Robinson's work can be seen in churches all over the country, but there is plenty in Bristol apart from the Cathedral. Sites worth seeing include St Alban's in Westbury Park, the Wills Memorial Building and Tyndale Baptist Church in Clifton.

The Cathedral lost many of its windows during the Blitz, but Robinson's firm succeeded in restoring a number of them. At the time the return of the stained glass was ever so slightly regretted by some since the plain glass installed as a temporary measure allowed visitors a better look at many of its memorials and features.

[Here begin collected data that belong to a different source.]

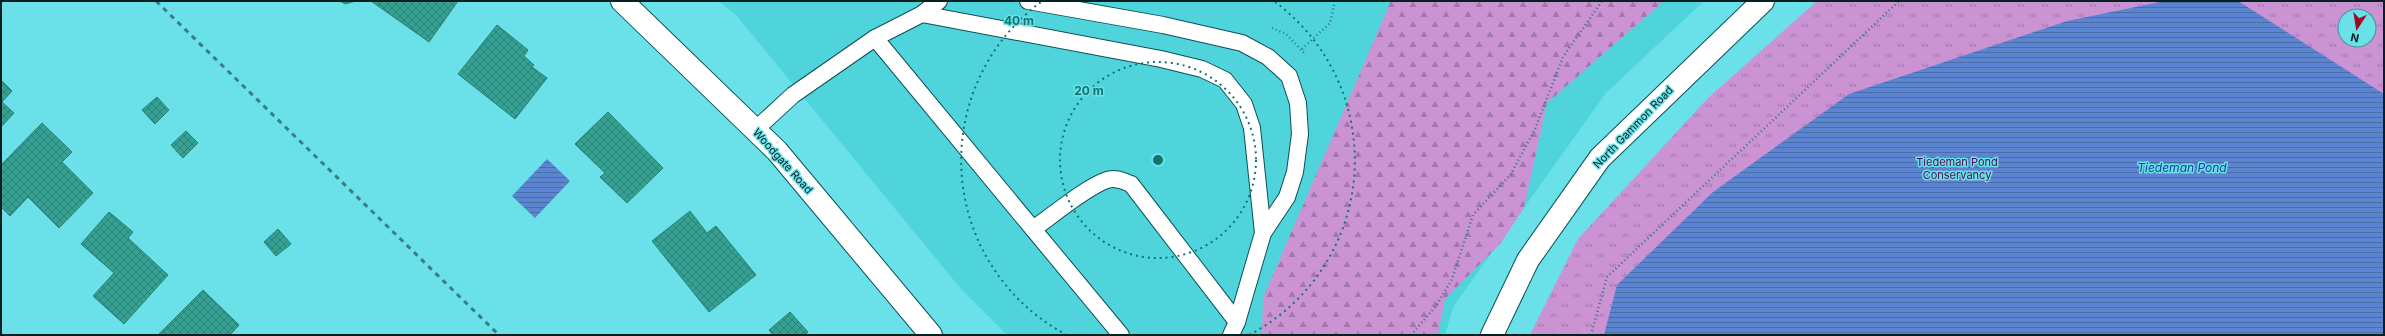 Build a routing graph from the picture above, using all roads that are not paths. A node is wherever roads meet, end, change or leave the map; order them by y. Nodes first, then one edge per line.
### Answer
1 (622, 1) edge
2 (939, 1) edge
3 (1028, 1) edge
4 (1763, 1) edge
5 (922, 14) junction
6 (876, 38) junction
7 (755, 130) junction
8 (1033, 230) junction
9 (1263, 233) junction
10 (1234, 328) edge
11 (930, 335) edge
12 (1121, 335) edge
13 (1492, 335) edge

1 - 7 street, Woodgate Road
2 - 5 lane
3 - 9 lane
4 - 13 street, North Gammon Road
5 - 6 lane
5 - 9 lane
6 - 7 lane
6 - 8 lane
7 - 11 street, Woodgate Road
8 - 10 lane
8 - 12 lane
9 - 10 lane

The civilian services sequence of windows was installed piecemeal in the late 1940s, most of them paid for by members of the services concerned. They include depictions of the St John Ambulance Service and "Nursing Services", the British Red Cross Society and the fire services. There are air raid wardens and police officers (male and female), the Home Guard and the Women's Voluntary Service.

The sequence was not quite complete by 1950 when none other than Princess Elizabeth unveiled two on an official visit to the city. She was handed a pair of scissors to cut the ribbon by Robinson himself.

Shortly before this she had made a brief speech: "I pray that the sight of these windows may keep us and those who follow us mindful of the past services, and firmly resolved that the gallantry and sacrifice of these services shall not have been given in vain."